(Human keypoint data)

....

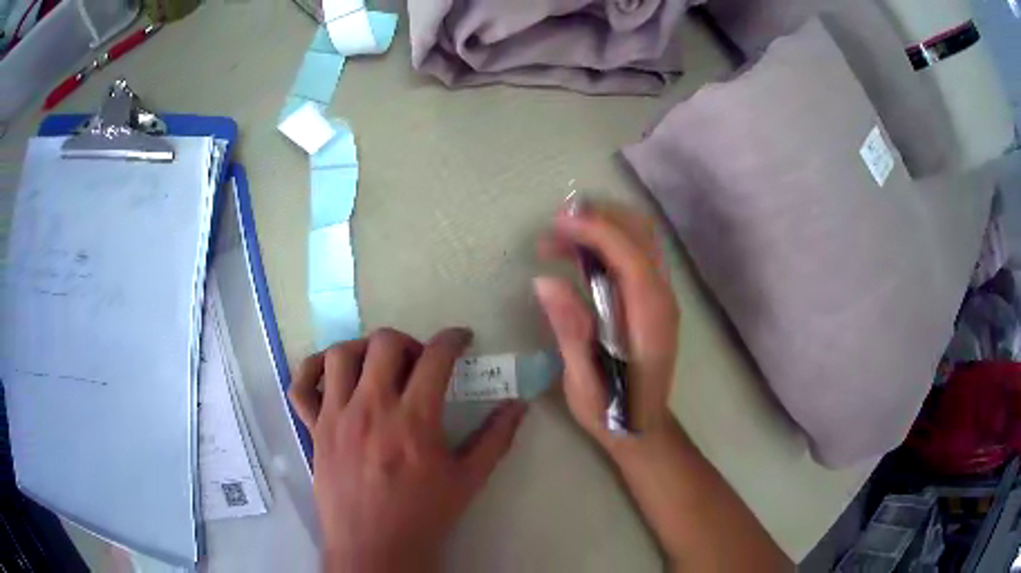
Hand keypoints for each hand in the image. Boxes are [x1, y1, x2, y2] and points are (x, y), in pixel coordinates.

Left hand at [289, 328, 528, 572]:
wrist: (374, 547)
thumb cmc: (423, 515)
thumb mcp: (468, 480)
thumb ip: (496, 439)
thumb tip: (520, 406)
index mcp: (414, 420)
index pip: (435, 357)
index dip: (453, 339)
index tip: (461, 340)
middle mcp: (371, 408)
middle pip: (384, 343)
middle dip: (408, 342)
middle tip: (418, 363)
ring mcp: (336, 417)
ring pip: (340, 355)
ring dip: (362, 350)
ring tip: (377, 367)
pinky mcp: (314, 430)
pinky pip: (300, 386)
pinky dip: (312, 371)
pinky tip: (332, 377)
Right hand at [534, 202, 679, 449]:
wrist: (643, 429)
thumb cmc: (613, 411)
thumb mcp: (584, 379)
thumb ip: (571, 330)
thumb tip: (545, 281)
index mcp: (649, 316)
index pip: (630, 254)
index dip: (595, 229)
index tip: (556, 223)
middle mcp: (662, 297)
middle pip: (641, 233)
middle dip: (599, 218)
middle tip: (555, 226)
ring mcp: (660, 296)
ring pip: (638, 239)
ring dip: (600, 227)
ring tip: (556, 240)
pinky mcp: (651, 301)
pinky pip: (633, 256)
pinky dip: (605, 243)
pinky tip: (575, 255)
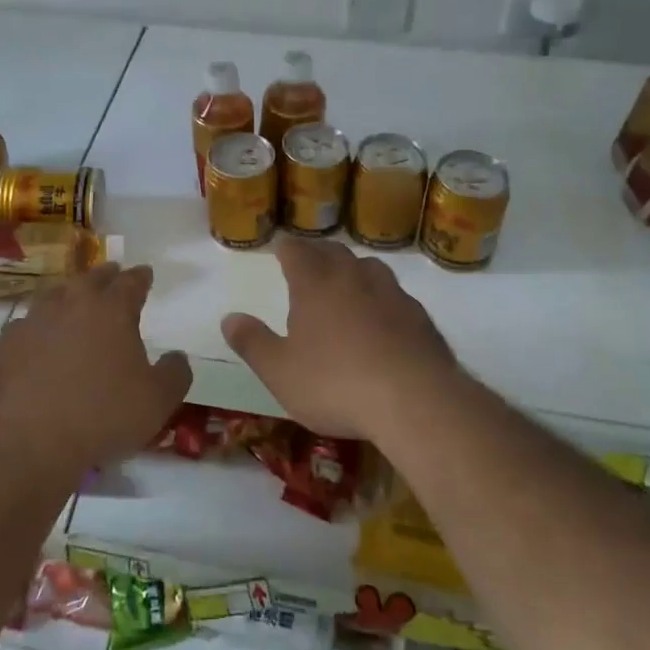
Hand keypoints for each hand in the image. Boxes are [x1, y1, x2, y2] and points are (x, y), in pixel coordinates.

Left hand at [0, 263, 191, 481]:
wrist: (27, 438)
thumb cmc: (102, 415)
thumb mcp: (157, 401)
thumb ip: (174, 374)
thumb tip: (178, 356)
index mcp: (112, 309)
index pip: (131, 282)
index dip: (141, 277)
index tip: (145, 273)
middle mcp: (72, 303)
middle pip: (92, 278)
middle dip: (106, 275)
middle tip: (113, 274)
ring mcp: (34, 320)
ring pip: (55, 295)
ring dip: (69, 294)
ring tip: (74, 299)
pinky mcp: (6, 344)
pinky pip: (27, 325)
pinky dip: (39, 327)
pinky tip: (39, 339)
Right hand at [222, 237, 460, 440]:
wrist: (415, 401)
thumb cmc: (336, 384)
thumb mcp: (280, 372)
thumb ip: (252, 343)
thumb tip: (229, 317)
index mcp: (315, 284)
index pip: (296, 251)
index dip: (286, 248)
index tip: (280, 248)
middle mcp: (353, 277)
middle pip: (333, 253)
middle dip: (318, 254)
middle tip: (309, 263)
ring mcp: (391, 293)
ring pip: (368, 268)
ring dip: (353, 270)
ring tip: (346, 283)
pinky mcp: (420, 316)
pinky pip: (395, 295)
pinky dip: (382, 298)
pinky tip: (382, 319)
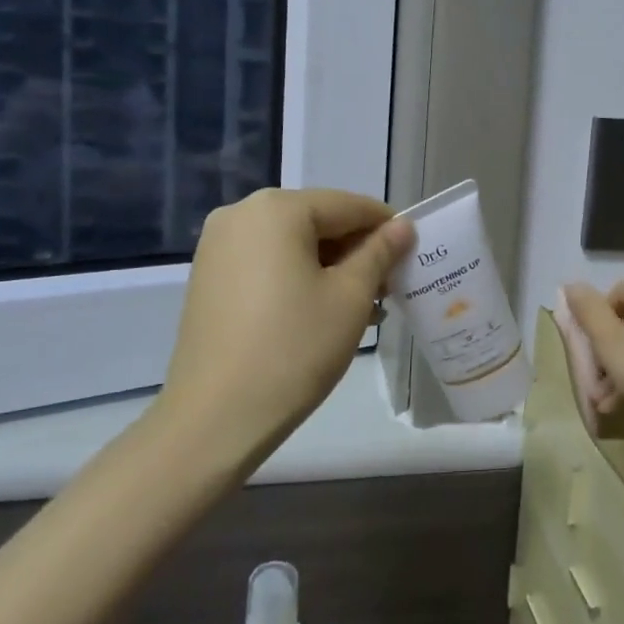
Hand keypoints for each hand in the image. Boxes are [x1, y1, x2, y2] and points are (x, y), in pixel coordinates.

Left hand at [166, 188, 414, 450]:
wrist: (215, 417)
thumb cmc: (293, 349)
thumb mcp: (350, 297)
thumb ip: (379, 253)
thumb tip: (402, 226)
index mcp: (277, 209)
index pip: (348, 205)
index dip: (387, 227)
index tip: (415, 254)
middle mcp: (241, 214)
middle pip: (318, 221)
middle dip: (357, 251)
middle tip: (389, 288)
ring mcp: (218, 246)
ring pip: (293, 244)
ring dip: (331, 268)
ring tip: (364, 308)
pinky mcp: (209, 277)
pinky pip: (267, 263)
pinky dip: (299, 278)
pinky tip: (323, 312)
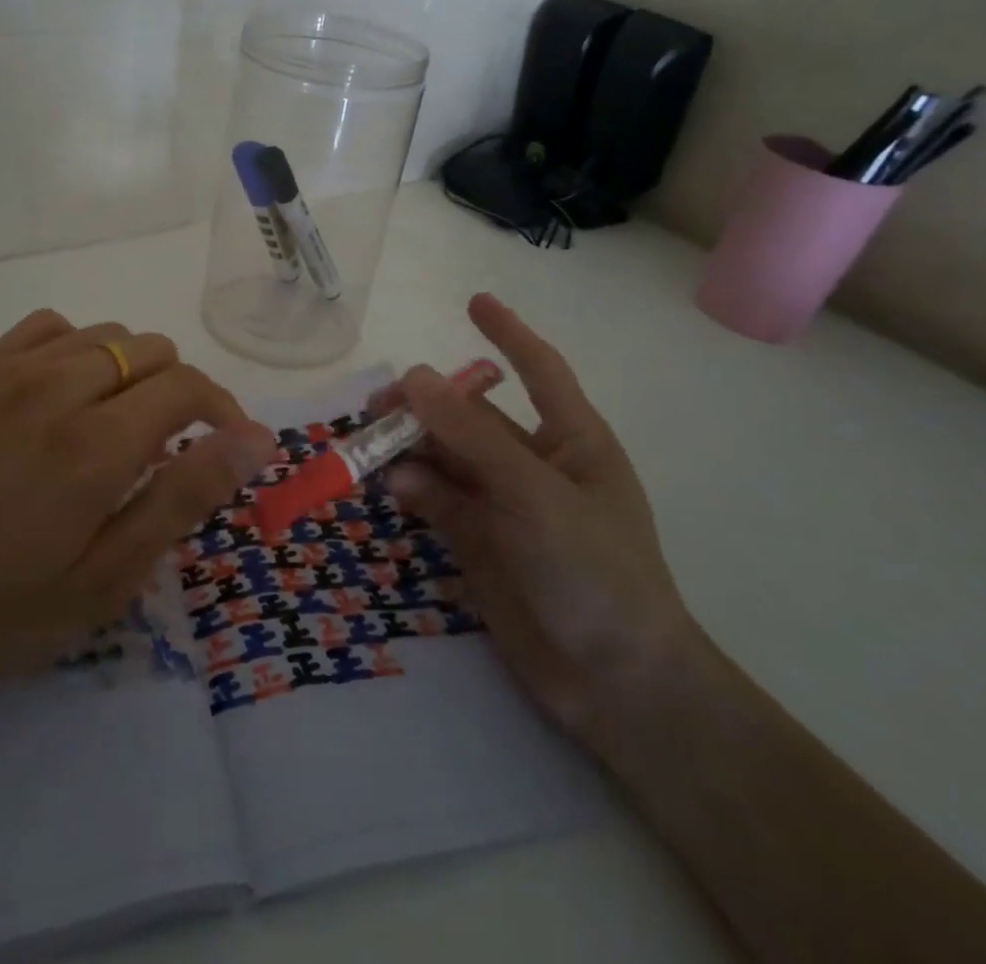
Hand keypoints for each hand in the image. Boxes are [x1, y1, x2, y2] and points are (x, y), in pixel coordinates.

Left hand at [0, 309, 271, 735]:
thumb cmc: (3, 608)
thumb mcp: (108, 577)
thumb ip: (185, 497)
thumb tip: (254, 440)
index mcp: (97, 445)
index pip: (187, 385)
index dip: (222, 410)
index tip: (227, 445)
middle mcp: (58, 388)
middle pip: (153, 350)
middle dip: (179, 393)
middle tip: (167, 449)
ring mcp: (10, 371)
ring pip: (107, 333)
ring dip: (132, 370)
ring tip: (118, 423)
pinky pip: (50, 326)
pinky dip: (78, 348)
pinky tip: (67, 391)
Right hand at [380, 293, 694, 739]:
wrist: (614, 684)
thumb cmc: (595, 572)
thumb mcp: (534, 495)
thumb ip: (471, 437)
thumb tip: (412, 375)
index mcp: (572, 441)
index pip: (539, 370)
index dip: (508, 333)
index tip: (473, 301)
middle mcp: (534, 465)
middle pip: (472, 416)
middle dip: (428, 404)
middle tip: (378, 405)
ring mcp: (504, 504)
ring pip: (446, 457)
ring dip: (410, 447)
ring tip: (371, 446)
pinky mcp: (478, 541)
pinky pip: (436, 499)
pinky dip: (413, 489)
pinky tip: (394, 491)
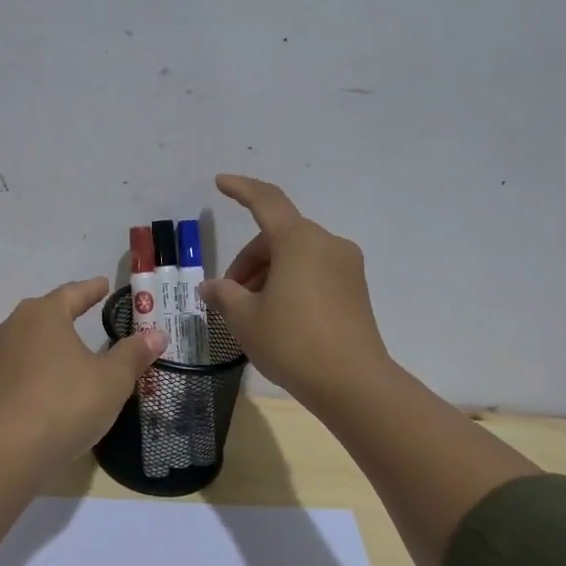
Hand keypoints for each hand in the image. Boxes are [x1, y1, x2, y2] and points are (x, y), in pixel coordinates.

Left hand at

....

Nothing in the entries above should change when they are printed again, except that the pictures are dropped.

Hand keypoints for each hand in the image. Boxes are [x1, y1, x2, y2] and points are (x, y), in pixel coordinates.

Left hand at [289, 328, 528, 572]:
wrist: (374, 547)
thumb cmc: (423, 515)
thumb mcp: (468, 480)
thumb ip: (496, 439)
thumb tip: (520, 406)
index mcp: (414, 420)
index pip: (435, 357)
index dip: (453, 339)
index tip: (461, 340)
middle mcp: (371, 408)
middle pip: (384, 343)
middle dip: (408, 342)
middle tip: (418, 363)
ring mcp: (336, 417)
ring pip: (340, 355)
ring dip: (362, 350)
ring tip: (377, 367)
pinky mcp: (314, 430)
pinky pip: (300, 386)
pinky dip: (312, 371)
pinky tip: (332, 377)
Right hand at [534, 202, 679, 449]:
wrist: (643, 429)
thumb cmc: (613, 411)
thumb mcp: (584, 379)
thumb ip: (571, 330)
thumb tip: (545, 281)
index mcp: (649, 316)
index pip: (630, 254)
index dip: (595, 229)
index tip: (556, 223)
middle mcp: (662, 297)
middle pip: (641, 233)
middle dip: (599, 218)
middle tip: (555, 226)
ring mcp: (660, 296)
ring pip: (638, 239)
ring dip: (600, 227)
ring tip: (556, 240)
pinky mcp: (651, 301)
pinky pip: (633, 256)
pinky dip: (605, 243)
pinky tip: (575, 255)
Hand keypoints for each hand in the image. Boxes are [x1, y1, x2, y2] and points are (x, y), in pixel coordinates.

Left hand at [0, 263, 191, 481]:
wrist: (27, 438)
thumb cmc: (102, 415)
thumb mcp: (157, 401)
thumb ip: (174, 374)
thumb tip: (178, 356)
index mcp: (112, 309)
index pip: (131, 282)
index dip: (141, 277)
index tip: (145, 273)
middle mcp: (72, 303)
middle pip: (92, 278)
middle dip: (106, 275)
middle tip: (113, 274)
ring mcp: (34, 320)
ring pip: (55, 295)
ring dip: (69, 294)
ring tip: (74, 299)
pinky mcp: (6, 344)
pinky pip: (27, 325)
pinky dip: (39, 327)
pinky tip: (39, 339)
Right hand at [222, 237, 460, 440]:
wrist: (415, 401)
thumb cmc: (336, 384)
thumb mcp: (280, 372)
thumb ip: (252, 343)
thumb tip: (229, 317)
index mcp: (315, 284)
index pip: (296, 251)
index dip: (286, 248)
index tip: (280, 248)
middle mcp: (353, 277)
middle pip: (333, 253)
middle dip: (318, 254)
middle tip: (309, 263)
ring mcp: (391, 293)
ring pip: (368, 268)
ring dip: (353, 270)
ring tip: (346, 283)
pinky mcp: (420, 316)
pinky pip: (395, 295)
pinky dip: (382, 298)
pinky tip: (382, 319)
Hand keypoints for each hand in the image. Boxes are [x1, y1, x2, y2] and points are (x, y), in pixel coordinates.

Left hand at [166, 188, 414, 450]:
wrist: (215, 417)
thumb cmc: (293, 349)
thumb mcp: (350, 297)
thumb ip: (379, 253)
thumb tip: (402, 226)
index mcp: (277, 209)
index pip: (348, 205)
index dip: (387, 227)
index tip: (415, 254)
middle mcp: (241, 214)
middle pip: (318, 221)
middle dip: (357, 251)
middle tip: (389, 288)
ring mcp: (218, 246)
ring pip: (293, 244)
ring dip: (331, 268)
ring tip: (364, 308)
pinky mcp: (209, 277)
pinky pip: (267, 263)
pinky dip: (299, 278)
pinky tip: (323, 312)
Hand keypoints for each hand in the image. Boxes are [x1, y1, x2, y2] and points are (x, y), in pixel coordinates.

Left hand at [0, 309, 271, 735]:
thumb cmc: (3, 608)
thumb mcp: (108, 577)
thumb ip: (185, 497)
thumb tip: (254, 440)
index mcp: (97, 445)
index pip: (187, 385)
index dip: (222, 410)
index tip: (227, 445)
middle mcp: (58, 388)
middle pip: (153, 350)
middle dip: (179, 393)
middle tip: (167, 449)
ring mcp: (10, 371)
ring pip: (107, 333)
ring dip: (132, 370)
ring tip: (118, 423)
pinky pip: (50, 326)
pinky dip: (78, 348)
pinky tip: (67, 391)
Right hand at [380, 293, 694, 739]:
wrist: (614, 684)
thumb cmc: (595, 572)
thumb mcp: (534, 495)
thumb ip: (471, 437)
thumb tip: (412, 375)
index mcp: (572, 441)
index pip: (539, 370)
index dip: (508, 333)
index tip: (473, 301)
middle mcp: (534, 465)
middle pip: (472, 416)
middle dip: (428, 404)
middle tip: (378, 405)
ring mcp: (504, 504)
ring pip: (446, 457)
ring dip: (410, 447)
ring tip: (371, 446)
pinky mcp: (478, 541)
pinky pip: (436, 499)
pinky dip: (413, 489)
pinky tip: (394, 491)
Hand keypoints for each hand in the image. Boxes are [x1, y1, x2, y2] and points are (x, y), in pixel coordinates.

Left hand at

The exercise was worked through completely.